Biography
Ana Teresa Vicente is an artist based in Lisbon, Portugal. She holds a PhD in Fine Arts – Photography from the University of Lisbon, Faculty of Fine Arts, with a fellowship by the Foundation for Science and Technology (PT). She completed her Master Degree in Painting in 2011, and graduated in Fine Arts – Painting in 2007, also at FBAUL. She has presented her work regularly since 2005 through exhibitions, lectures, artist talks, and publications. In 2019, she co-curated with Professor Mónica Mendes the exhibition Timelessness at Ars Electronica, Campus (AT), and exhibited her work at the Athens Photo Festival (GR) and FORMAT19 (UK). The previous year she exhibited at Binary/Non-binary, GESTE Paris (FR); Immersive | Imersivo, SNBA (PT); Failure is a Given, Archivo Studio (PT), and Face-Value at the Liverpool John Moores University (UK). She received a Fundação Oriente Grant and was awarded the Graduate Scholar Award by the Liverpool John Moores University, UK. From 2014 to 2016 she was a co-coordinator and researcher of the Post-Screen: International Festival of Art, New Media and Cybercultures (Lisbon). Currently, she’s a board member of the cultural association Criaatividade Cósmica, and a curator for the Aura Festival (Sintra, Portugal).
Residency period
3 months: January to March 2020
Latest Project - The Wandering Gaze
The Wandering Gaze project explores the relationship between the observer's gaze and a given image, using eye-tracking technology. Wandering Gaze allows the viewers' gaze to be transformed into a tangible path that will, slowly and over time, erode the surface of a photograph. This idea of surface was very interesting to me, so I started thinking about a "piercing gaze", a way of materializing gaze. In Wandering Gaze that is emphasised in a literal way: the more we look at the image, the more it will vanish in front of our eyes.
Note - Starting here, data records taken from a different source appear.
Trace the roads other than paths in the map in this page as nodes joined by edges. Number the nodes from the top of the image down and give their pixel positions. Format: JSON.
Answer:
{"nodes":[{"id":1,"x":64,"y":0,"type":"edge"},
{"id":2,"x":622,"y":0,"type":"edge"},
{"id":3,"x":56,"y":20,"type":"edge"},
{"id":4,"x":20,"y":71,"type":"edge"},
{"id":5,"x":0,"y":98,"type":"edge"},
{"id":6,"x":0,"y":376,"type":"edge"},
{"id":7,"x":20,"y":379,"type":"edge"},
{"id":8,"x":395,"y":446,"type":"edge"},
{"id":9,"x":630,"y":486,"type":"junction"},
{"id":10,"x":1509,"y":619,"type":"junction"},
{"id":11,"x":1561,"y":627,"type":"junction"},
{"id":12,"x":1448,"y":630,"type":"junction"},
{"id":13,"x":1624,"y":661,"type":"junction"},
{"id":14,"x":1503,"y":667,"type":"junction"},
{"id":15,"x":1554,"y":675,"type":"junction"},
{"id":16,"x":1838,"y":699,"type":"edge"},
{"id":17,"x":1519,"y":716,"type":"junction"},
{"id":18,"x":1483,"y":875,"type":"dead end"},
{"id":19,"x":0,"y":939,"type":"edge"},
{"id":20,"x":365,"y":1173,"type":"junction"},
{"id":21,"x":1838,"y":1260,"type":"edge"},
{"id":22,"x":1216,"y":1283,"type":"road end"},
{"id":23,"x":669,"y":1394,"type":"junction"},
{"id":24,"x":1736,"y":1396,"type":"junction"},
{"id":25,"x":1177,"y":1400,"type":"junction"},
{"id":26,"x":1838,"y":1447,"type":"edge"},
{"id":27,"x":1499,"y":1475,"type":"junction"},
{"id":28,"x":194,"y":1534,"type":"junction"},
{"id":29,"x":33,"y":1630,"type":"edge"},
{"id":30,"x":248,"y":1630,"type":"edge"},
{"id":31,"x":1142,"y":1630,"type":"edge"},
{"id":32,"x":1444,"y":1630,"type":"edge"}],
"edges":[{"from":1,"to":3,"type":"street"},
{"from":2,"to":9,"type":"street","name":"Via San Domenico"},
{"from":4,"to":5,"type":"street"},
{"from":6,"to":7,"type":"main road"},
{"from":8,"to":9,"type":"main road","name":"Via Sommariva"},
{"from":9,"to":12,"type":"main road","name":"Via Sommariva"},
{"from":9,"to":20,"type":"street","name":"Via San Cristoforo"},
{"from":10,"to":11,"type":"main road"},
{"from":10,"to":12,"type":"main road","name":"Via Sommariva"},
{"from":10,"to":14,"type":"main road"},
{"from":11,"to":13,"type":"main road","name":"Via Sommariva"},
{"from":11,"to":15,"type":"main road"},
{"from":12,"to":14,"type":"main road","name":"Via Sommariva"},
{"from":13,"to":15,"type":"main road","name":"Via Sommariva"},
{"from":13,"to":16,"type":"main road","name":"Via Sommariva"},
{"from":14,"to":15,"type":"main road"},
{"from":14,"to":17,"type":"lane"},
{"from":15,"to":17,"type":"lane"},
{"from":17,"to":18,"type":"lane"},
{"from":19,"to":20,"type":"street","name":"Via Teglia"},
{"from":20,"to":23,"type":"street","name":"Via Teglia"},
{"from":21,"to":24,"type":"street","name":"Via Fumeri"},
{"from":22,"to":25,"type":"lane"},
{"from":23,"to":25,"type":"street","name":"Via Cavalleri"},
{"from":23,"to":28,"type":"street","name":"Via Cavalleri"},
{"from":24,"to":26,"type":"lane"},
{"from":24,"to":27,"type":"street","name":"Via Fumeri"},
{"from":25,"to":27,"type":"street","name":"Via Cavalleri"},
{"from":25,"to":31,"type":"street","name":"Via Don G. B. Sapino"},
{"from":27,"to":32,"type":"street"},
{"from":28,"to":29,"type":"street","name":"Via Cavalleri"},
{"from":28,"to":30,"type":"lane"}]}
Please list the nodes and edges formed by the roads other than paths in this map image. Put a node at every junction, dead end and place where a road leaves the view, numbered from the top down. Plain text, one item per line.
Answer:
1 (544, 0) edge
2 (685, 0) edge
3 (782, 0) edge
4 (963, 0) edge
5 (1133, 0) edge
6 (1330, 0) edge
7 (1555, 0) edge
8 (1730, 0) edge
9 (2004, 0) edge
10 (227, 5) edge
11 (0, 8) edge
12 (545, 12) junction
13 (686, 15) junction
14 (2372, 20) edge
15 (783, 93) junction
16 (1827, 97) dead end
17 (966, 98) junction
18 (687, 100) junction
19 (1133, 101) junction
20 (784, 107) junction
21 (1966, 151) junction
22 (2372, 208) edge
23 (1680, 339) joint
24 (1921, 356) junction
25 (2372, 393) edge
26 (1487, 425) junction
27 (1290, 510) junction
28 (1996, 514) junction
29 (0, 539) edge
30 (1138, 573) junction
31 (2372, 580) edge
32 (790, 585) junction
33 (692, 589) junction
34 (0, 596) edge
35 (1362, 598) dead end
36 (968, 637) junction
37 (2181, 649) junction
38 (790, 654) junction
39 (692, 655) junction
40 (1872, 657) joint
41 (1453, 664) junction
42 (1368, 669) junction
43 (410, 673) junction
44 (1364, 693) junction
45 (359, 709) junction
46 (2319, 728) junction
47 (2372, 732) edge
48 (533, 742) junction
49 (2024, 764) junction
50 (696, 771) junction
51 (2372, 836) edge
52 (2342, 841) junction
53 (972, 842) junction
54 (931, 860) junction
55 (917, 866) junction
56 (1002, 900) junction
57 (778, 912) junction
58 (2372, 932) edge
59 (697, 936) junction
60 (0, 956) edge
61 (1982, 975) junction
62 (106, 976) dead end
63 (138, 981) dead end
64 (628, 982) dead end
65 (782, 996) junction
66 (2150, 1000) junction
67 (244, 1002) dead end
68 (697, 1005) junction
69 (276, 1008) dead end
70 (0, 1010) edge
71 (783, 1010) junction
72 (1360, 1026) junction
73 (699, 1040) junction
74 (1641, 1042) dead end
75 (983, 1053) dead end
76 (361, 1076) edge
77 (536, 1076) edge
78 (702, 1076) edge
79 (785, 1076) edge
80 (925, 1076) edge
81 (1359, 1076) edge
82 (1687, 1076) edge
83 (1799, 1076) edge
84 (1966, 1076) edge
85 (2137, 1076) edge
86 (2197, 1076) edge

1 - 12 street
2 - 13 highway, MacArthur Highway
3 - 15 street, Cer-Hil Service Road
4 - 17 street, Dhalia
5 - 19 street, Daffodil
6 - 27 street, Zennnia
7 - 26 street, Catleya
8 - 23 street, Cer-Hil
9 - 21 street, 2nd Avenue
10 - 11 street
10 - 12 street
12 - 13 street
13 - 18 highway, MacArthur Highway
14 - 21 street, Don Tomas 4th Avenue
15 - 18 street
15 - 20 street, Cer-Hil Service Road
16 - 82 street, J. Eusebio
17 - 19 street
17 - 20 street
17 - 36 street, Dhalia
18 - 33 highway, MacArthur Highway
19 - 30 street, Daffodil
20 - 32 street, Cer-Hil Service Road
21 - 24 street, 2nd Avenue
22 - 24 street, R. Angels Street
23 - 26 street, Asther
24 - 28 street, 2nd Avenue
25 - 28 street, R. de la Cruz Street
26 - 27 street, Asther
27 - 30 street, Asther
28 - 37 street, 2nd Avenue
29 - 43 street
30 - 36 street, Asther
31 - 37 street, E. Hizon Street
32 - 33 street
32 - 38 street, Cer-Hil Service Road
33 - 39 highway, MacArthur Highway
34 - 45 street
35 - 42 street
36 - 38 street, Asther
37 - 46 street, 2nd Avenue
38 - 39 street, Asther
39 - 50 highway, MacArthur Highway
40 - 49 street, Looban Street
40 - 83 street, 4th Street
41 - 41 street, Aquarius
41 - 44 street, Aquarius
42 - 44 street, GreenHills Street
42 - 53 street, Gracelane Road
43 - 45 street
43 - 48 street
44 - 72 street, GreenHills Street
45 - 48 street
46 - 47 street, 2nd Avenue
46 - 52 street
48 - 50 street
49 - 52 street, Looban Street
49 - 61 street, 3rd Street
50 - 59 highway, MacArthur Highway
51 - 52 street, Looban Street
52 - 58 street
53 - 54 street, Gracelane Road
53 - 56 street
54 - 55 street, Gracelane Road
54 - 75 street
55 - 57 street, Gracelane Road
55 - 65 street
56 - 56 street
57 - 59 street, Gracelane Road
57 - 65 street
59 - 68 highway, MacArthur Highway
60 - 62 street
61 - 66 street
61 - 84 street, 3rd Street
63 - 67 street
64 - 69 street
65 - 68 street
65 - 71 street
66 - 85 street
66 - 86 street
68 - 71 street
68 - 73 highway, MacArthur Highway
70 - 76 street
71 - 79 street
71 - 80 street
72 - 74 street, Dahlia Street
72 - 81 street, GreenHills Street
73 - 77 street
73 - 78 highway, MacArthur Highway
On the other hand, the image is now a performative space as the viewers' gaze is invited to wander and explore the image, contributing to the piece but, ultimately, causing the print's deterioration.
Knowing that looking at the image through the viewfinder will eventually destroy the photograph, will we keep peeking through it? Curiosity killed the cat, or in this case, the print?